The life cycle methods (componentWillMount, componentWillUpdate, componentWillUnmount, etc.) trigger when a component life cycle reaches a certain point or time in the render cycle. This is really just a disguised equivalent to having hard-coded checkpoints in your code to give you an opportunity to make assertions or control flow statements and run some other logic depending on a condition. This is essentially a slightly more sophisticated form of Polling.
But if we think about this, we ought never to really need to run code after some inflexible elapsed interval of time (i.e. a life-cycle point). That is what Polling does. On the contrary, what we NEED is to run code when a value changes. If we can set up some observer that notifies us of that change, then we can run that logic only when it is absolutely needed. This is what useEffect now grants us.
Polling is discouraged these days for good reason, but it was at one time a common pattern in apps, before the days of callbacks. Callbacks were an improvement asynchronous processing that liberated developers from the terrible anti-pattern of Polling with setTimeout()
or setInterval()
. But callbacks quickly led to callback hell which is why it is also a kludge that has been supplanted by other, better asynchronous patterns like Promises and Async/Await.
Similarly to callbacks, life cycle methods are a kludge to avoid the hell of having no way to listen to your app’s internal state-change events for the purpose of notifying some other part of the app to execute some side effect. But, with useEffect()
we now get an asynchronous pattern to help us manage that in a way that is on par with the introduction of Promises to better compose callbacks.
With useEffect()
, we essentially have an off-the-shelf addEventListener()
where the event being listened to can be a change in any piece of app state that we want (i.e. whatever we put in the dependency array).
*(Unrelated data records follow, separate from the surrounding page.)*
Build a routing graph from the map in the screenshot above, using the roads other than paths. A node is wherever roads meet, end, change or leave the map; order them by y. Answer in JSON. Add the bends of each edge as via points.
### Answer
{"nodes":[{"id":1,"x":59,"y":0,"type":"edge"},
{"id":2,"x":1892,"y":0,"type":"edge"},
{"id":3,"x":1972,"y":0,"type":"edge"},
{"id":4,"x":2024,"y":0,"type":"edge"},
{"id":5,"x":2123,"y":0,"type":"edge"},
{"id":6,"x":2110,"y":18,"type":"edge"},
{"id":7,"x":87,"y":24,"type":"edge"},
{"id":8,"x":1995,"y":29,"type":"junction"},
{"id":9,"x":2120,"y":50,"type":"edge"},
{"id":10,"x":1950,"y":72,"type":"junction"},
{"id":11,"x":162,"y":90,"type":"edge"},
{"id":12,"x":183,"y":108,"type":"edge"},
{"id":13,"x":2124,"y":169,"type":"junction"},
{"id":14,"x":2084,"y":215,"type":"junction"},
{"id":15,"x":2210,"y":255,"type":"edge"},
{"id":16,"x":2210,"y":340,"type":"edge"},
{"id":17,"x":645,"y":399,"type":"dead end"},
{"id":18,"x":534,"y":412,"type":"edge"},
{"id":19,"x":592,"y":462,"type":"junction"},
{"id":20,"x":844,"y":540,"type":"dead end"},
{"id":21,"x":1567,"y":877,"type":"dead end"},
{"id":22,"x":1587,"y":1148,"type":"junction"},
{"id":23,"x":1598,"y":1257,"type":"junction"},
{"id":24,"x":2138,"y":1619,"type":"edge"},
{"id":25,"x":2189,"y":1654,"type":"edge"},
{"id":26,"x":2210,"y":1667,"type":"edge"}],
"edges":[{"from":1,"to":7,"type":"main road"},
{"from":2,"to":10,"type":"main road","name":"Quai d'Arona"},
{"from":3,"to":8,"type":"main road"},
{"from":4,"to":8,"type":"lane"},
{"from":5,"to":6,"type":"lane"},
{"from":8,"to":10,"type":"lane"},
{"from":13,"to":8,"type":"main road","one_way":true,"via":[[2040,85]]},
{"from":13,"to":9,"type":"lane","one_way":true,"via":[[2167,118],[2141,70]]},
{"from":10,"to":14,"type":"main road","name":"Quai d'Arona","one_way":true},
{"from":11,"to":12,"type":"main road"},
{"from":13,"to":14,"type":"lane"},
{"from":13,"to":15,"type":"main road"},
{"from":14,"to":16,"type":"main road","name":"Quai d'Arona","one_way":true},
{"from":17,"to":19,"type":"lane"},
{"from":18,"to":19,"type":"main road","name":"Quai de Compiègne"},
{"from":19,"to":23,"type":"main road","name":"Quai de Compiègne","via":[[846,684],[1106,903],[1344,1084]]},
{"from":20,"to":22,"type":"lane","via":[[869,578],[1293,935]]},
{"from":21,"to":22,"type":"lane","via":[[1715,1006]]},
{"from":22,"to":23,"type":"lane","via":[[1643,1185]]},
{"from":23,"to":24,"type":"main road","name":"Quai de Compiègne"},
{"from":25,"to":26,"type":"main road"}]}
So Promises let us sequentially tie an initiation of a callback to a trigger, independently of time. And useEffect()
let’s sequentially tie a callback to a change in a value of interest. You can think of this trigger as an “app state event”, which is no different conceptually to the browser events were familiar with like "click"
, "mouseover"
, "scroll"
, etc. But now instead of a set number of listenable events provided to us from the browser, we can now listen to a change on any and every variable in our app.
Consider if the authors of React had made the call signature of useEffect()
more like addEventListener()
:
useEffectListener([foo], () => {
// do side effects
});
addEventListener("click", (e) => {
// do side effects
});
Above our useEffect()
Hook is rewritten slightly to look more like the familiar addEventListener()
and its immediately clear the event being listened to is a change in foo
after which it will run the function passed as the second parameter… just like with addEventListener()
. Furthermore, since foo
is in an array, the Hook’s api probably affords us the opportunity to listen to multiple values simultaneously. Convenient! I think this Hook would be understood much more intuitively by developers coming from vanilla Javascript if it is thought of in this way.